Beginning with the line below that contains "pinky pip: (761, 805)" and ending with the line that contains "pinky pip: (1094, 874)", copy every line exactly. Copy nothing else.

## [MATERIALS PROVIDED]
----------
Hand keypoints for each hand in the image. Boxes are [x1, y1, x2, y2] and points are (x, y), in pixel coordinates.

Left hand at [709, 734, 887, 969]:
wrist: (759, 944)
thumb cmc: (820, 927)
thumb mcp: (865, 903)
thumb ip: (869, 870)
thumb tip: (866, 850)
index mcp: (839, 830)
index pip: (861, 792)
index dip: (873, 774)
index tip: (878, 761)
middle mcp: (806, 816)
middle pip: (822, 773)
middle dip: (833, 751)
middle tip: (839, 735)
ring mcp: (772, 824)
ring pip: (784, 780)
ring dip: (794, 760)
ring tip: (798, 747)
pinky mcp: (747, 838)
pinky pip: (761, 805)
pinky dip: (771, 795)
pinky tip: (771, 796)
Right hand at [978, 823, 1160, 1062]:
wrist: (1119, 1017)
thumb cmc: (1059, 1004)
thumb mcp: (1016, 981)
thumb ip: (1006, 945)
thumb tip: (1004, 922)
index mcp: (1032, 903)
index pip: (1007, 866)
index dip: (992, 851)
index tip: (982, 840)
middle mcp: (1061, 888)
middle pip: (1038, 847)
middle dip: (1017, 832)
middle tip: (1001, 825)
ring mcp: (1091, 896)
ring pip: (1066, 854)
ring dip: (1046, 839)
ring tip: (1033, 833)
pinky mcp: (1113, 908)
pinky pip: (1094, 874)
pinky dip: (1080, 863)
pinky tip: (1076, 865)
----------
## [RESPONSE FOR THIS EXERCISE]
pinky pip: (761, 805)
pinky dip: (771, 795)
pinky tip: (771, 796)
Right hand at [978, 823, 1160, 1062]:
wrist: (1119, 1017)
thumb cmc: (1059, 1004)
thumb mcp: (1016, 981)
thumb ip: (1006, 945)
thumb tip: (1004, 922)
index mcp: (1032, 903)
index pip: (1007, 866)
index dip: (992, 851)
index tip: (982, 840)
middle mcp: (1061, 888)
middle pip: (1038, 847)
middle dip: (1017, 832)
middle tip: (1001, 825)
ring mcp: (1091, 896)
ring pip: (1066, 854)
ring dip: (1046, 839)
ring tip: (1033, 833)
pinky mcp: (1113, 908)
pinky pip: (1094, 874)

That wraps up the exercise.